[LU-11013] Data Corruption error on Lustre ZFS dRaid Created: 10/May/18 Updated: 11/May/21 Resolved: 11/May/21 |
|
| Status: | Resolved |
| Project: | Lustre |
| Component/s: | None |
| Affects Version/s: | Lustre 2.10.3 |
| Fix Version/s: | None |
| Type: | Bug | Priority: | Minor |
| Reporter: | Kurniawan Alfizah (Inactive) | Assignee: | Isaac Huang (Inactive) |
| Resolution: | Cannot Reproduce | Votes: | 0 |
| Labels: | None | ||
| Environment: |
RHEL-7.4, in-kernel ofed, mellanox FDR10, Lustre-2.10.3, dRaid-(pull-7078), dm-multipath |
||
| Severity: | 3 |
| Rank (Obsolete): | 9223372036854775807 |
| Description |
|
Setting up Lustre testbed in ANL with:
|
| Comments |
| Comment by Andreas Dilger [ 10/May/18 ] |
|
Have you tried this with native ZFS+dRAID to see if it hits the same corruption? That would isolate the problem to dRAID vs. an interaction between Lustre and dRAID. Note that you should make the native ZFS dataset the same way as Lustre, namely to enable recordsize=1024k, dnodesize=auto, multimount. It might be best to format the OST with mkfs.lustre as today, then set canmount=yes and mount it locally for your testing. |
| Comment by Isaac Huang (Inactive) [ 14/May/18 ] |
|
When was the dRAID code last refreshed?

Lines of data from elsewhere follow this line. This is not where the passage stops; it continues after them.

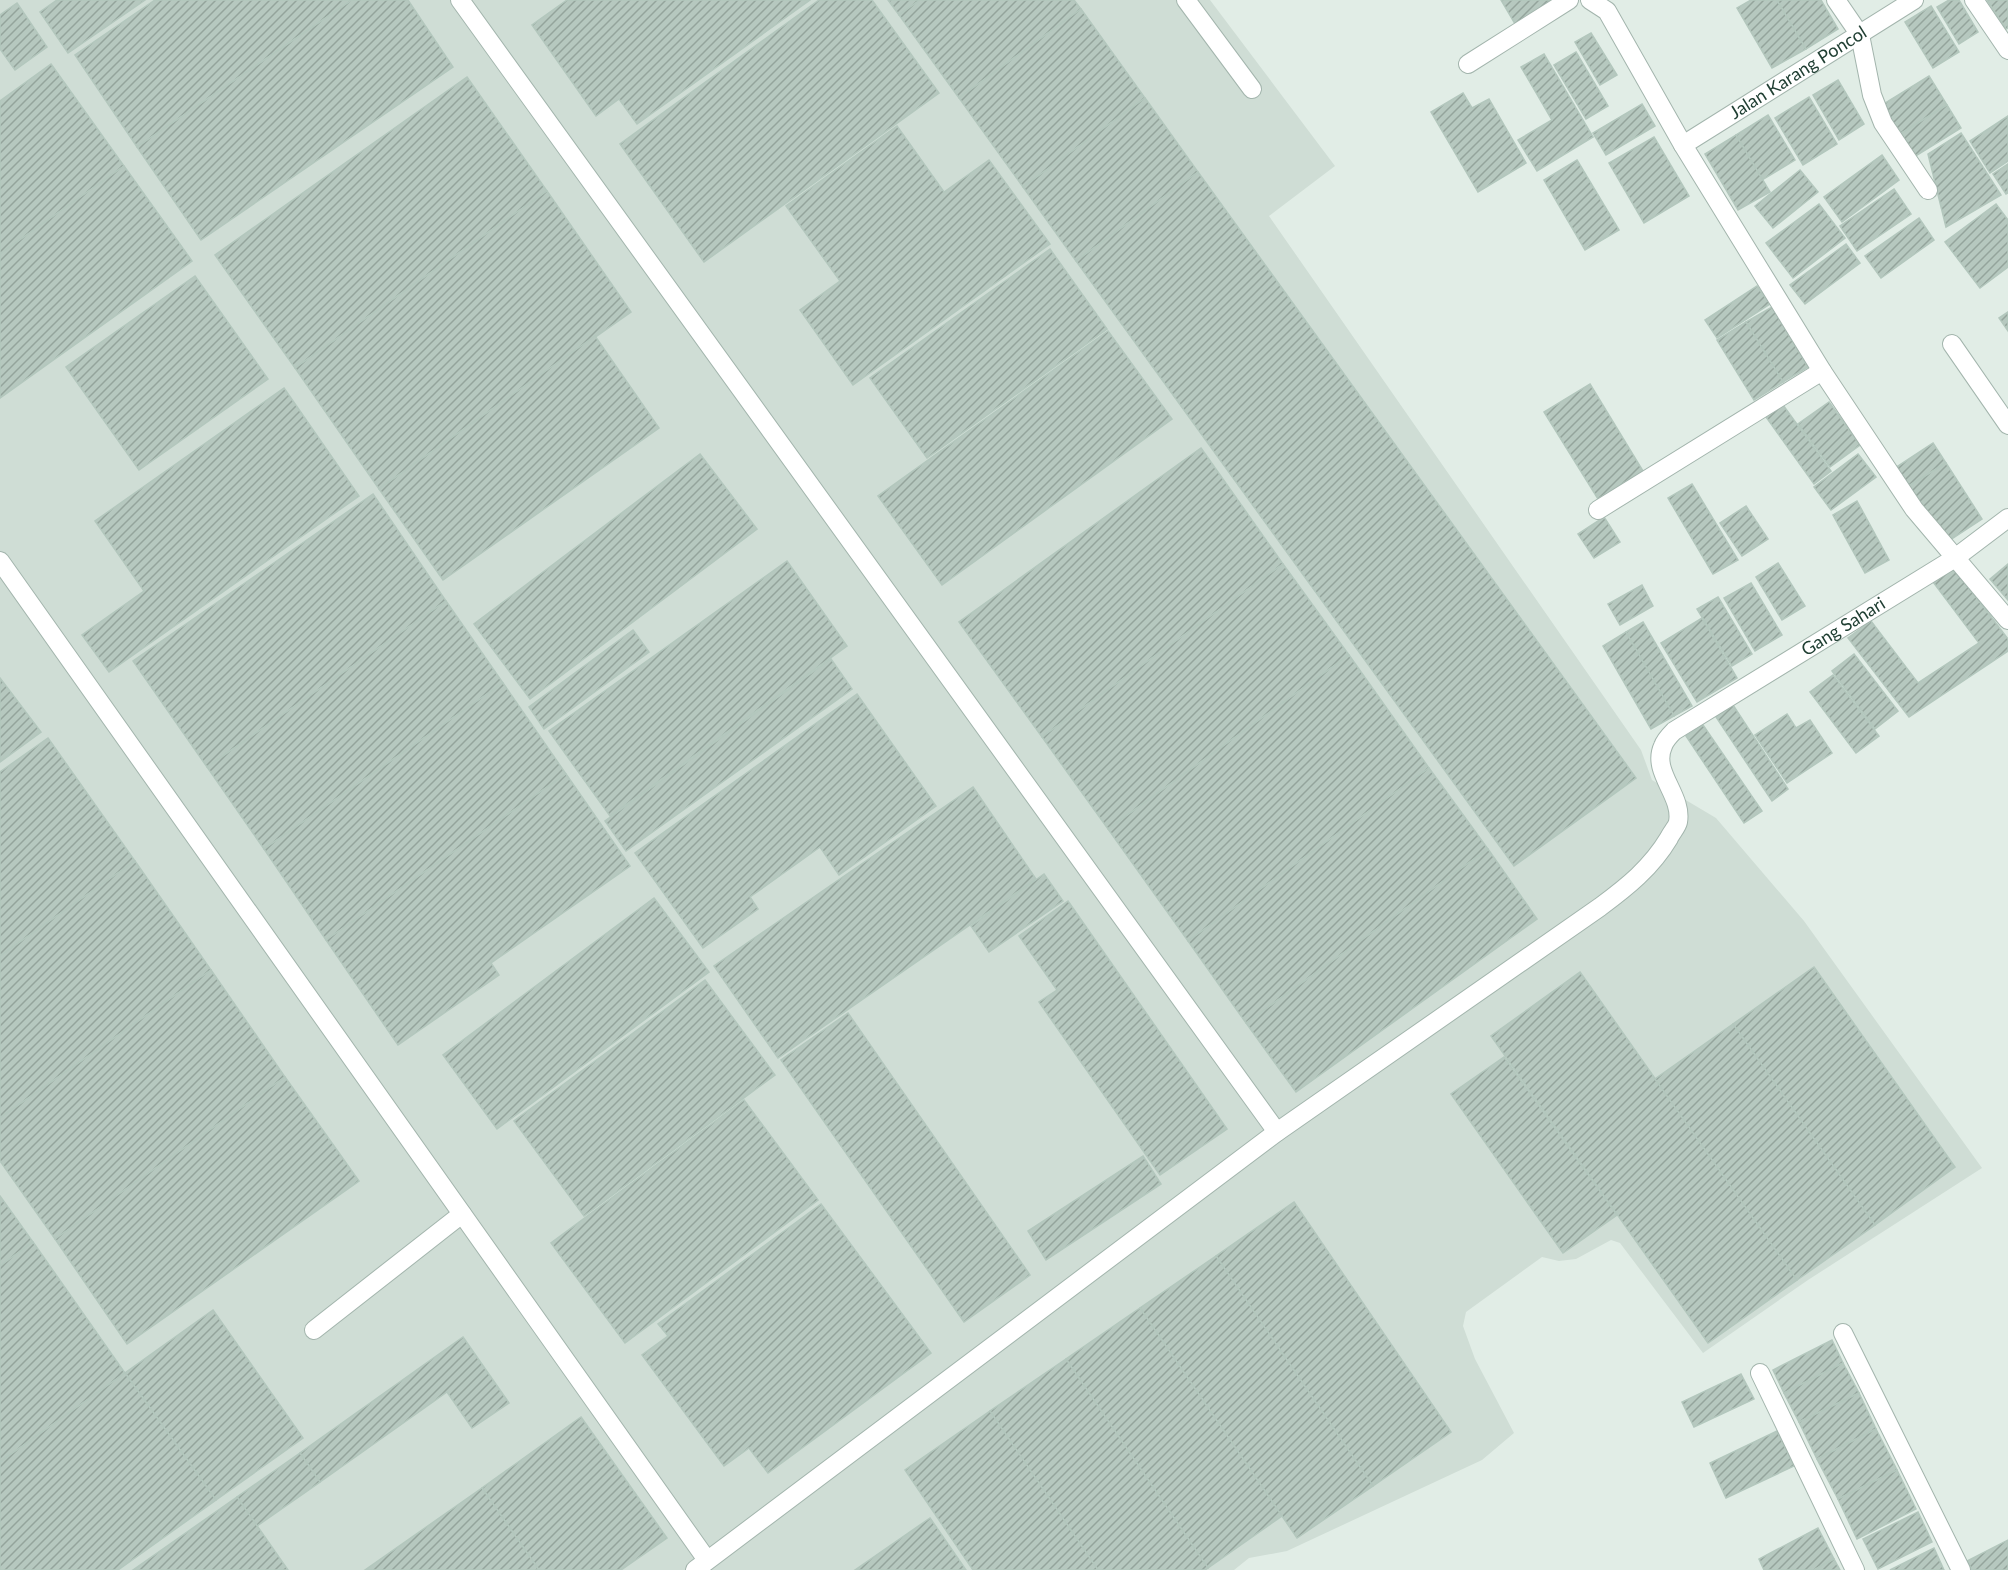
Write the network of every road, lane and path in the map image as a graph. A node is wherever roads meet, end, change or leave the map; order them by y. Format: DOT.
graph roads {
  1 [pos="460,0"];
  2 [pos="1186,0"];
  3 [pos="1569,0"];
  4 [pos="1590,0"];
  5 [pos="1836,0"];
  6 [pos="1914,0"];
  7 [pos="1974,0"];
  8 [pos="1860,35"];
  9 [pos="2008,50"];
  10 [pos="1468,64"];
  11 [pos="1252,89"];
  12 [pos="1683,145"];
  13 [pos="1928,190"];
  14 [pos="1952,344"];
  15 [pos="1822,371"];
  16 [pos="2008,425"];
  17 [pos="1598,510"];
  18 [pos="2008,518"];
  19 [pos="1955,558"];
  20 [pos="0,561"];
  21 [pos="2008,620"];
  22 [pos="1277,1132"];
  23 [pos="462,1214"];
  24 [pos="314,1330"];
  25 [pos="1843,1333"];
  26 [pos="1760,1373"];
  27 [pos="701,1565"];
  28 [pos="1855,1570"];
  29 [pos="1960,1570"];
  1 -- 22 [label="street"];
  2 -- 11 [label="street"];
  3 -- 10 [label="street"];
  4 -- 12 [label="street"];
  5 -- 8 [label="street"];
  6 -- 8 [label="street, Jalan Karang Poncol"];
  7 -- 9 [label="street"];
  8 -- 12 [label="street, Jalan Karang Poncol"];
  8 -- 13 [label="street"];
  12 -- 15 [label="street"];
  14 -- 16 [label="street"];
  15 -- 17 [label="street"];
  15 -- 19 [label="street"];
  18 -- 19 [label="street, Gang Sahari"];
  19 -- 21 [label="street"];
  19 -- 22 [label="street, Gang Sahari"];
  20 -- 23 [label="street"];
  22 -- 27 [label="street"];
  23 -- 24 [label="street"];
  23 -- 27 [label="street"];
  25 -- 29 [label="street"];
  26 -- 28 [label="street"];
}
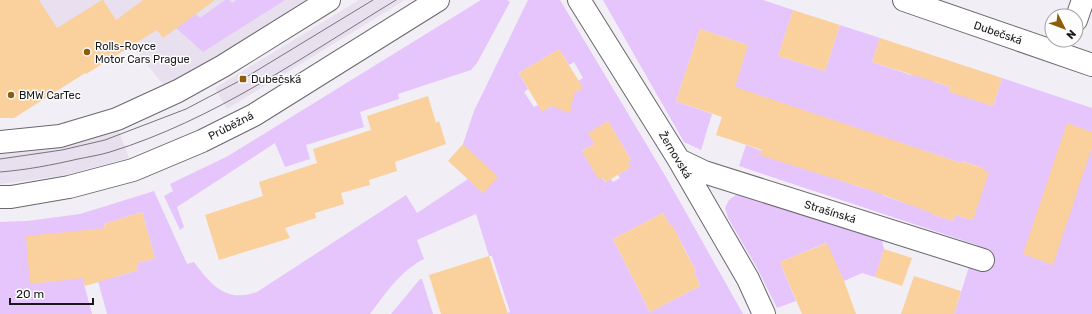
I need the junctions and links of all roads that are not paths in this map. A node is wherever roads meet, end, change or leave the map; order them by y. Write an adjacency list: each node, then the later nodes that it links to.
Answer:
1 (329, 0): 8 (street)
2 (438, 0): 10 (street, Průběžná)
3 (579, 0): 9 (street, Žernovská)
4 (904, 0): 5 (street, Dubečská)
5 (1044, 41)
6 (1067, 48): 7 (street, Dubečská)
7 (1092, 64)
8 (0, 142)
9 (679, 160): 11 (street, Strašínská); 12 (street, Žernovská)
10 (0, 197)
11 (982, 260)
12 (764, 314)

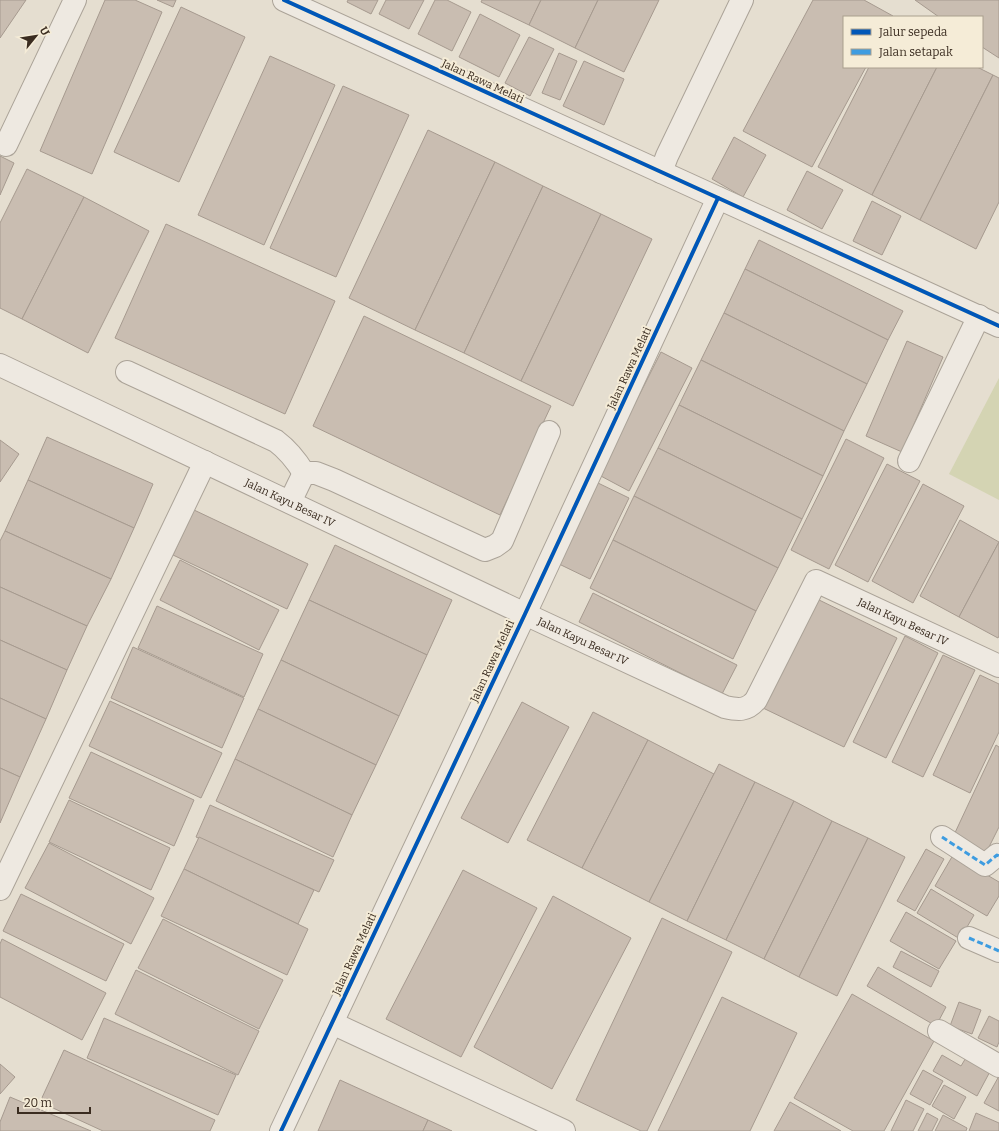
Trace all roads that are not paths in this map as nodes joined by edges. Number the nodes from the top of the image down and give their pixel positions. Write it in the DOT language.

I pushed quite some changes a couple of weeks ago - please make sure to run the latest code. Did you build zfs and spl with --enable-debug and set zfs module option draid_debug_lvl=5? Also, please see below on what debug information to gather for dRAID bugs: https://github.com/zfsonlinux/zfs/wiki/dRAID-HOWTO#troubleshooting |
| Comment by Kurniawan Alfizah (Inactive) [ 24/May/18 ] |
|
We're using this one 'https://github.com/zfsonlinux/zfs/pull/7078' I cloned them around early March 18. Btw, following Andreas suggestion, I think I might be able to re-create the problem in our VM cluster. Created VM with 30 virtual hdds, filled them up to about 98% and then removed, I got data corruption. Same thing, with or without lustre. But I don't see the problem with raidz2. On wolf-16, created the draid with 30 hdds, and then filled them up, I even managed to crash ZFS itself. This one is Isaac built ZFS though, so could be different problem.
|
| Comment by Andreas Dilger [ 11/May/21 ] |
|
This is presumably fixed in the ZFS 2.1 dRAID implementation upstream. |